Nov 19, 2022; South Bend, Indiana, USA; Notre Dame Fighting Irish cornerback Benjamin Morrison (20) celebrates after an interception in the first quarter against the Boston College Eagles at Notre Dame Stadium. Mandatory Credit: Matt Cashore-USA TODAY Sports

Cross, part of the 2019 signing class, remembers feeling lost at times in unit meetings as he was surrounded by future NFL draftees. Seeing the benefits of peer mentorship now that he’s at the front of the room make him wonder how things might have gone if it had been in place sooner.

“I really wish I had it when I was a freshman,” Cross said. “Its definitely very, very helpful for the younger guys. You’re not going to get frowned upon.
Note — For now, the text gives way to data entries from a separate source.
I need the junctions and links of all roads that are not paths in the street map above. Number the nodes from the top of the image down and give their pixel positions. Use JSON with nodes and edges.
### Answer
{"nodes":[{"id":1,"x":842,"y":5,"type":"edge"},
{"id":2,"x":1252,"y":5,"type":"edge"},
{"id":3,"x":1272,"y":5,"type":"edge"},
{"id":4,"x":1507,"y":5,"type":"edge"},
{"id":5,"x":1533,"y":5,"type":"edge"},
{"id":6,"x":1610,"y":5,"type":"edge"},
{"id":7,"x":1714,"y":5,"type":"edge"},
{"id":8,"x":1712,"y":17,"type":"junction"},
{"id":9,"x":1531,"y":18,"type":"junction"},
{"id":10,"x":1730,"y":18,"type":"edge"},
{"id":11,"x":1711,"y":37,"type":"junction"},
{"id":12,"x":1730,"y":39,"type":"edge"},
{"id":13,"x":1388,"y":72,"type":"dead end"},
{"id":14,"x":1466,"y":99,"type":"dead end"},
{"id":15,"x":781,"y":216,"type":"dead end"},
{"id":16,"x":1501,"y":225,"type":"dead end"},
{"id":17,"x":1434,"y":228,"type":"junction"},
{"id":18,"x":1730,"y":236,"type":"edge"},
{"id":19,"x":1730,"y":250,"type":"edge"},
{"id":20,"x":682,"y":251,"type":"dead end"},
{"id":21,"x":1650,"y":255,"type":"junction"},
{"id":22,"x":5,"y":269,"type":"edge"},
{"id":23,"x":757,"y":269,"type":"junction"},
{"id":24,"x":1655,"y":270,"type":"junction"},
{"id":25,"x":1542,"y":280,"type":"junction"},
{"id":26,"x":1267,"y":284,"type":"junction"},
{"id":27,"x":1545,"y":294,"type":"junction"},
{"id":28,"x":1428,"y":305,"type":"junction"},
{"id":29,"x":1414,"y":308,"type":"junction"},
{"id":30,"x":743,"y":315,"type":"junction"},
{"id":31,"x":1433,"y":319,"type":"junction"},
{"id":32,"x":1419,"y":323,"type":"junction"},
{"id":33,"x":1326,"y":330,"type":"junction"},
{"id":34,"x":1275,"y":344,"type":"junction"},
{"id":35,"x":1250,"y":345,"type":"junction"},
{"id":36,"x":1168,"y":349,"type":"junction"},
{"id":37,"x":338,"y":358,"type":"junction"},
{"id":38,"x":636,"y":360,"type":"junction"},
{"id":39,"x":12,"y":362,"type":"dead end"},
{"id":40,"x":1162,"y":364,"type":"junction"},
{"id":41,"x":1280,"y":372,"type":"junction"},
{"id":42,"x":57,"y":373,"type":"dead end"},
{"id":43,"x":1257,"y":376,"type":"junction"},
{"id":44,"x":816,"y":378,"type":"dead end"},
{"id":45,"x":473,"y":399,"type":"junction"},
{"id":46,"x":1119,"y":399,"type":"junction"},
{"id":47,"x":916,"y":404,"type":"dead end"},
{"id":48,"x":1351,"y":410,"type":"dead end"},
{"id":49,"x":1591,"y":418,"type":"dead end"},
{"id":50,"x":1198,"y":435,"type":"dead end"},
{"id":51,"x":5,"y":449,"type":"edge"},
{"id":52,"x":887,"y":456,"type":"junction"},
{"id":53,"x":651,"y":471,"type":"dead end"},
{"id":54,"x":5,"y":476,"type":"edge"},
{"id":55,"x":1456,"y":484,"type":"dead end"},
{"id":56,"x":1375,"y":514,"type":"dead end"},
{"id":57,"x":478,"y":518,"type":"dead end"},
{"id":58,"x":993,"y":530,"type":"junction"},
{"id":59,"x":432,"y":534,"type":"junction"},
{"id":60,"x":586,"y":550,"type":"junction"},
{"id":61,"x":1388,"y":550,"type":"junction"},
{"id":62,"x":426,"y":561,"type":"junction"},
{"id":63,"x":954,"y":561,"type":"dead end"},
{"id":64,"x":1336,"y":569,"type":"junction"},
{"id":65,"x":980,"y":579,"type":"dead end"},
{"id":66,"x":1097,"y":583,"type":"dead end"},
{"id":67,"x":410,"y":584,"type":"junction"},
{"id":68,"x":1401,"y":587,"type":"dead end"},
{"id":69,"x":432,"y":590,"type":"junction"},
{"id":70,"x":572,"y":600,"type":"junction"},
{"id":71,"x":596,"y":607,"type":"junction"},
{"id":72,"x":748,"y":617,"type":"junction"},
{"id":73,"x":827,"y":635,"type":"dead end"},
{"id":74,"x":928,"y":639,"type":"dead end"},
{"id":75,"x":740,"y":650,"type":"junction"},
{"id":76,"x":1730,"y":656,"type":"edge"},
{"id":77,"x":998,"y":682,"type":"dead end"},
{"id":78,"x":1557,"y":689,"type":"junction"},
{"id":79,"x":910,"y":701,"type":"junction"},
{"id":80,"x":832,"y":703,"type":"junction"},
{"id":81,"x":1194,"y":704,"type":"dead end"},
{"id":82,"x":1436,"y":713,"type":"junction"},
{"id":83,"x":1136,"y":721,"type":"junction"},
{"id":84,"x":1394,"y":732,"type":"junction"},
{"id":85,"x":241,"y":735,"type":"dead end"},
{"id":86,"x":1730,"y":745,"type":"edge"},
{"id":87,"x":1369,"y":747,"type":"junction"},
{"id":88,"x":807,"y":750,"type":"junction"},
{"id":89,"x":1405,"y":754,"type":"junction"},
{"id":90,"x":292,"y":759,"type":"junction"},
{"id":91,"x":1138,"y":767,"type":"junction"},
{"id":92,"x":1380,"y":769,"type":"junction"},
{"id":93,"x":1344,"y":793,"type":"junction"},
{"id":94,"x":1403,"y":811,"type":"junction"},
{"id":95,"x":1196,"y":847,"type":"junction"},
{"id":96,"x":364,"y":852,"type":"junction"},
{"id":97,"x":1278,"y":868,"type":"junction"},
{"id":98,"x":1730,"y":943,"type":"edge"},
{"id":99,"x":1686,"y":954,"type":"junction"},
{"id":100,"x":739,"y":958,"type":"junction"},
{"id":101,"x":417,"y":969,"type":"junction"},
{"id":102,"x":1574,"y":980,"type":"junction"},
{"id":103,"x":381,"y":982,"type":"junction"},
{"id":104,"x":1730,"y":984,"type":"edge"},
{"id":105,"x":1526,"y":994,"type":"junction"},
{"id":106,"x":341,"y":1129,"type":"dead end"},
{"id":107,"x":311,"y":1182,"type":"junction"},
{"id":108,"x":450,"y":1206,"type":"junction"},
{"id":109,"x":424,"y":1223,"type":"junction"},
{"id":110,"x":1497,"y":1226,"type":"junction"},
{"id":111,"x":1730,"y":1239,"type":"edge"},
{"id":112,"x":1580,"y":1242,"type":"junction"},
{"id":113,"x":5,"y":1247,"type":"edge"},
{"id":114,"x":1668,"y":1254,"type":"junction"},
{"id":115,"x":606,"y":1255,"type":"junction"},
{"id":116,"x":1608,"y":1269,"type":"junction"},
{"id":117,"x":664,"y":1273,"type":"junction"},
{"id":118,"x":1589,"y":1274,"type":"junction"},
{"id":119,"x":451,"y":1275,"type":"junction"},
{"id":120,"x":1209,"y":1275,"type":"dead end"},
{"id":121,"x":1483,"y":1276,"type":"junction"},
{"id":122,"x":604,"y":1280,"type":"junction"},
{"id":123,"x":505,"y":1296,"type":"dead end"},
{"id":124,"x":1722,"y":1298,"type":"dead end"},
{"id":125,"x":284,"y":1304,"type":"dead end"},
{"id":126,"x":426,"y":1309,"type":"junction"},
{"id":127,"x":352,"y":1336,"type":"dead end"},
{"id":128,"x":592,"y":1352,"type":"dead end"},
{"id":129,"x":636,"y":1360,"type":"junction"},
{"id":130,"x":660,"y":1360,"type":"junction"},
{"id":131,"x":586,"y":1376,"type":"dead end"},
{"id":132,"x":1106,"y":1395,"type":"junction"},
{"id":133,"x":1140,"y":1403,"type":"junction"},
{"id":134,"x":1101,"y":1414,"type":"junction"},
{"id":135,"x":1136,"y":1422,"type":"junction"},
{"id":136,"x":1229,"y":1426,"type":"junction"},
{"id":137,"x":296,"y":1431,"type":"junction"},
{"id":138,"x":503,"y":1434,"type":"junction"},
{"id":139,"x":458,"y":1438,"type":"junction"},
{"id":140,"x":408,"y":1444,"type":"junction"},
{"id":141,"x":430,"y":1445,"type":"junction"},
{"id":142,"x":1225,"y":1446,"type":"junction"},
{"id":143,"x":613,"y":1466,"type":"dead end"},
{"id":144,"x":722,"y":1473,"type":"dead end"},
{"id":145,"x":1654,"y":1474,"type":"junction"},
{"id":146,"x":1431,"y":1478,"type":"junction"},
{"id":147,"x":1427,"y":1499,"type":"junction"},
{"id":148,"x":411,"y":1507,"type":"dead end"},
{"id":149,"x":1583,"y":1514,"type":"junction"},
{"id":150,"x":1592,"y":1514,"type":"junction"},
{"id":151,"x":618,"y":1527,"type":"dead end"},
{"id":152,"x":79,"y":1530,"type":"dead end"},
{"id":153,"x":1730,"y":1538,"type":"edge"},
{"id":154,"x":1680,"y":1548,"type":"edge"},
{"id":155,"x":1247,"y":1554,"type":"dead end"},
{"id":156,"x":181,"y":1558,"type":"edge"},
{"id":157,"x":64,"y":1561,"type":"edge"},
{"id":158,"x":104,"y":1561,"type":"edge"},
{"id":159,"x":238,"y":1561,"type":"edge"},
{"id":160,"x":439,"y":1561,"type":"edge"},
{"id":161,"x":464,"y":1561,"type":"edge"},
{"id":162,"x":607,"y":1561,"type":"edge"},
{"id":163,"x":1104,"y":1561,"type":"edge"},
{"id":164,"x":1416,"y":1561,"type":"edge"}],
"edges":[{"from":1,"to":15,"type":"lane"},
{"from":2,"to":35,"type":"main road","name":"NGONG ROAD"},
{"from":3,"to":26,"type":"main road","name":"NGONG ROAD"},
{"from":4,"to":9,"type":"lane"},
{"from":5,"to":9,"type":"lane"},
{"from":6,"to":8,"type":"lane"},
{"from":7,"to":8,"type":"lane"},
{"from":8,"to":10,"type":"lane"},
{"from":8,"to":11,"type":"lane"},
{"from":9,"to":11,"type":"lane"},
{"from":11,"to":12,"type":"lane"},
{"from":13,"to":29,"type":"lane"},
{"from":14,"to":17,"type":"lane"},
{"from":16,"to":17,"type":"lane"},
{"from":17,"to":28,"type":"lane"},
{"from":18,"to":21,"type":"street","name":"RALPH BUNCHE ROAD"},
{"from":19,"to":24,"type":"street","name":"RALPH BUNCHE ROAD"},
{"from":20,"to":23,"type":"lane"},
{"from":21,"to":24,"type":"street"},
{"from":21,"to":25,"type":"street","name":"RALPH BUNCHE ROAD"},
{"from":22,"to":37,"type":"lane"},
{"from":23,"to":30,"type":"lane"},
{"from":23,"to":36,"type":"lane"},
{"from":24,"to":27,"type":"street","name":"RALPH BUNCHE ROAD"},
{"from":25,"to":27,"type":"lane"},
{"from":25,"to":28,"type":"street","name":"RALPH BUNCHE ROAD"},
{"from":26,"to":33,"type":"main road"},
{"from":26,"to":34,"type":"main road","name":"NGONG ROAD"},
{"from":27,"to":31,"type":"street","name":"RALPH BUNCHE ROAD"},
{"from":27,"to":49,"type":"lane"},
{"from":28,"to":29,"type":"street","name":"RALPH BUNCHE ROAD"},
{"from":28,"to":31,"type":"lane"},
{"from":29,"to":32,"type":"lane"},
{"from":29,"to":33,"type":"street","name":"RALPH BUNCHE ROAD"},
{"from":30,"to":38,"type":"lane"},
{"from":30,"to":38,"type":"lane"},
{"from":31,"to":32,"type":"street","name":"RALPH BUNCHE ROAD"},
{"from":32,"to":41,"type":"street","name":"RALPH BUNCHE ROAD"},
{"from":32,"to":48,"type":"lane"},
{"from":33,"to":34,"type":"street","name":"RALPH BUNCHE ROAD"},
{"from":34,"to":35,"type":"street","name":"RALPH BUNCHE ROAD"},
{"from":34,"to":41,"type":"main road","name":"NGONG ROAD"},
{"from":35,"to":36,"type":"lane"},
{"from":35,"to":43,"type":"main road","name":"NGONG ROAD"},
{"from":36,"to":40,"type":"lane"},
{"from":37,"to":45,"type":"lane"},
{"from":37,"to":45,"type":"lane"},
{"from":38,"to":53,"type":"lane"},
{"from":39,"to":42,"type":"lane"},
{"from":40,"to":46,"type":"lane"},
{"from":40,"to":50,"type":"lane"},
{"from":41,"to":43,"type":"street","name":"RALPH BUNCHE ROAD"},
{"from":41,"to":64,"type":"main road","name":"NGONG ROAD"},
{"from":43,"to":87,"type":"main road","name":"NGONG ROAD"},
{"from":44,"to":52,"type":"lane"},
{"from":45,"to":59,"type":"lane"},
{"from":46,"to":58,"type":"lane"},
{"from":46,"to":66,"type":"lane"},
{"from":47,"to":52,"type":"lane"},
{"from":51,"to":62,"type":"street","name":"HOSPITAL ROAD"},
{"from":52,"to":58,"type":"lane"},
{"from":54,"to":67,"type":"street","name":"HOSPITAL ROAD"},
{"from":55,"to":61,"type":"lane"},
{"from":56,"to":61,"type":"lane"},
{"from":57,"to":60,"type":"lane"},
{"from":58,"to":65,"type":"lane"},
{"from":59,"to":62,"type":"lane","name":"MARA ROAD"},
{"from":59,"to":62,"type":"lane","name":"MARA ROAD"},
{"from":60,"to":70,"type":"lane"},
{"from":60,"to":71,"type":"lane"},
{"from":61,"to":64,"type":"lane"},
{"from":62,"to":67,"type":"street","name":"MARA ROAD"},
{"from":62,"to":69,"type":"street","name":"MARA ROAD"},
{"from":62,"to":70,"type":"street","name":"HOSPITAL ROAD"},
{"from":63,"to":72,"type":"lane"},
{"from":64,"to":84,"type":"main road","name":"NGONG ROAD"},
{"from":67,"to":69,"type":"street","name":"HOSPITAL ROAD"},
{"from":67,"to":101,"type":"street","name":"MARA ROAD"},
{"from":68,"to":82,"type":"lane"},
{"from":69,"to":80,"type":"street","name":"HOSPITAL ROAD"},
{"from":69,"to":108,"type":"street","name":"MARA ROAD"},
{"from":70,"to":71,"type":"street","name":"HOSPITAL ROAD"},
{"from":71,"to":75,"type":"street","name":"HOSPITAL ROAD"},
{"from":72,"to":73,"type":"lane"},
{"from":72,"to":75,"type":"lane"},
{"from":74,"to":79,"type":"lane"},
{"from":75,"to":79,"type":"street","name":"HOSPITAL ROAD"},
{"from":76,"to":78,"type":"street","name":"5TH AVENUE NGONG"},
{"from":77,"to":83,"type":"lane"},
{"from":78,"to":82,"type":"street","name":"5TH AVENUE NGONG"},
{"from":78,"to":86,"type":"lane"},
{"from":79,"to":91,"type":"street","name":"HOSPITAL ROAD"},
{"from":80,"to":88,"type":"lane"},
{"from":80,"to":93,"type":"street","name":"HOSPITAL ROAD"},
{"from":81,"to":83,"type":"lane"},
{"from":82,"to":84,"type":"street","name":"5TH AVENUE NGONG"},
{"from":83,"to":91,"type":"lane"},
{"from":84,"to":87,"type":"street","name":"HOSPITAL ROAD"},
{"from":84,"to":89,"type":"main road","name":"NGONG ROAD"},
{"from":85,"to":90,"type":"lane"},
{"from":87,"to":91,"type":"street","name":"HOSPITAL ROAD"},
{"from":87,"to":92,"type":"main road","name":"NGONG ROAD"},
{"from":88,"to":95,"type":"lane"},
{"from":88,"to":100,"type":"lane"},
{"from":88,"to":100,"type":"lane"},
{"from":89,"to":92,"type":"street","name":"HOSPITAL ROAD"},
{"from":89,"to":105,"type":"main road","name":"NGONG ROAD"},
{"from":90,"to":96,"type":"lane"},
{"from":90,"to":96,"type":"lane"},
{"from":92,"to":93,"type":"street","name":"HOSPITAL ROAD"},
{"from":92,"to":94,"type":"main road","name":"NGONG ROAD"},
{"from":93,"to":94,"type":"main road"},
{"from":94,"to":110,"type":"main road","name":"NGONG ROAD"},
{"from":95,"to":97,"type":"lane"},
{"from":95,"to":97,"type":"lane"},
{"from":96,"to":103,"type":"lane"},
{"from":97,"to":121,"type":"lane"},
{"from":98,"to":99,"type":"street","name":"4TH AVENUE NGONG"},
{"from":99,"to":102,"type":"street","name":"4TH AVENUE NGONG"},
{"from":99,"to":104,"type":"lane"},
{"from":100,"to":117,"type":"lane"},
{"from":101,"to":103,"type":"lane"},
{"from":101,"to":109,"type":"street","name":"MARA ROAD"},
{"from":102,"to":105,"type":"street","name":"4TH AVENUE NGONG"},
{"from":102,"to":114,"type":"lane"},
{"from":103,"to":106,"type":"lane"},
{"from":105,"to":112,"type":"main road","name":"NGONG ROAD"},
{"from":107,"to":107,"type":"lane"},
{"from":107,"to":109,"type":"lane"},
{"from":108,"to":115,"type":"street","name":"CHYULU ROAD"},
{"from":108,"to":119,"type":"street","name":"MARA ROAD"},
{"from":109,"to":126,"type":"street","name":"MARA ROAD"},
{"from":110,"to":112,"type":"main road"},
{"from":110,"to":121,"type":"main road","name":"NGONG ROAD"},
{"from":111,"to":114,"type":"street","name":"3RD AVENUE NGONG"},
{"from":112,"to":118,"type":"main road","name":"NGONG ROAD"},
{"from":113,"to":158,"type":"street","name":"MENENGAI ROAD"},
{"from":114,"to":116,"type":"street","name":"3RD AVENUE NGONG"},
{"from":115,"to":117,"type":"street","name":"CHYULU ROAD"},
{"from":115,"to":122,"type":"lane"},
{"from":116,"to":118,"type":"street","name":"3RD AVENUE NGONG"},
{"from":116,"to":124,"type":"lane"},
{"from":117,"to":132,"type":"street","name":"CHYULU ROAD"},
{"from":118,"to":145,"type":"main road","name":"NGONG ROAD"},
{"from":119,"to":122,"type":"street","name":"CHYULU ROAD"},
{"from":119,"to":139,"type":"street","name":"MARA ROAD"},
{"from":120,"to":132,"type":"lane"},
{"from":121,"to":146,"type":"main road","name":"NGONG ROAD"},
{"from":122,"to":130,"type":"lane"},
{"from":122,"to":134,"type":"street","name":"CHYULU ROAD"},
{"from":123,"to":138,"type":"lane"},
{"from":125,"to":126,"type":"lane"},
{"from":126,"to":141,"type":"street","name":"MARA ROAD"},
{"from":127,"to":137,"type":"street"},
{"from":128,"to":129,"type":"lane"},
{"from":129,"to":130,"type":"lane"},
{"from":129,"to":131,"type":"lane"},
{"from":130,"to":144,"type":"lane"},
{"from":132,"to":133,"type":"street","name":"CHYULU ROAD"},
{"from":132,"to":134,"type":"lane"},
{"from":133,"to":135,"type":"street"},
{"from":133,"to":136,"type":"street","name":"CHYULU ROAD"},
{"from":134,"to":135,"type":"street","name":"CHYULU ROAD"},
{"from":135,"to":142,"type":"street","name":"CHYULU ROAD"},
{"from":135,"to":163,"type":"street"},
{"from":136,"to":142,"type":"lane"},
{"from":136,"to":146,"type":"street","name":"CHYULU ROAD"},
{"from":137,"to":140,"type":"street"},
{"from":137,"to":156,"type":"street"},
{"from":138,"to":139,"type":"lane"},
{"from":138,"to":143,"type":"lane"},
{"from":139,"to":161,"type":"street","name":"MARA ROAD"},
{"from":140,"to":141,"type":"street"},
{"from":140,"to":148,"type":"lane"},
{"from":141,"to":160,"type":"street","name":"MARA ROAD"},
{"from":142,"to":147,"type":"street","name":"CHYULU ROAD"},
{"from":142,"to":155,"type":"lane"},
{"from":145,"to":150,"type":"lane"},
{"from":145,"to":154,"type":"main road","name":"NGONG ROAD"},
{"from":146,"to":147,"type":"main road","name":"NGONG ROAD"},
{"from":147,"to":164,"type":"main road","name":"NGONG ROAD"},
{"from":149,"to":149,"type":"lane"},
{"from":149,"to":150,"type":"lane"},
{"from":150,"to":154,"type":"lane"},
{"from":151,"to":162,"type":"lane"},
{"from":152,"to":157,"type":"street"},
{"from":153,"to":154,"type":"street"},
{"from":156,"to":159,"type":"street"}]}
That’s why we have those meetings, especially for the younger guys. To get them integrated. It makes them feel a lot more comfortable.”

'They're not afraid' to 'Challenge Everything'

Part of the “Challenge Everything” mentality first-year coach Marcus Freeman has tried to instill for the Irish had this sort of free flow of ideas in mind. Even when things are working well, you’ll only find a better way if the entire group — including newcomers — is allowed to participate.

“You hope you create an atmosphere where young guys don’t hesitate to ask questions because in order to grow you’ve got to ask questions,” Freeman said. “We’re going to assume you know unless you ask those questions.”

And yet, even the biggest and strongest college football players in the land sometimes clam up when surrounded by others.

“That’s real life, right?” Freeman said. “Some kids, their pride doesn’t want them to be wrong. They don’t want to show the people in that room that they don’t know and so they don’t ask those questions.”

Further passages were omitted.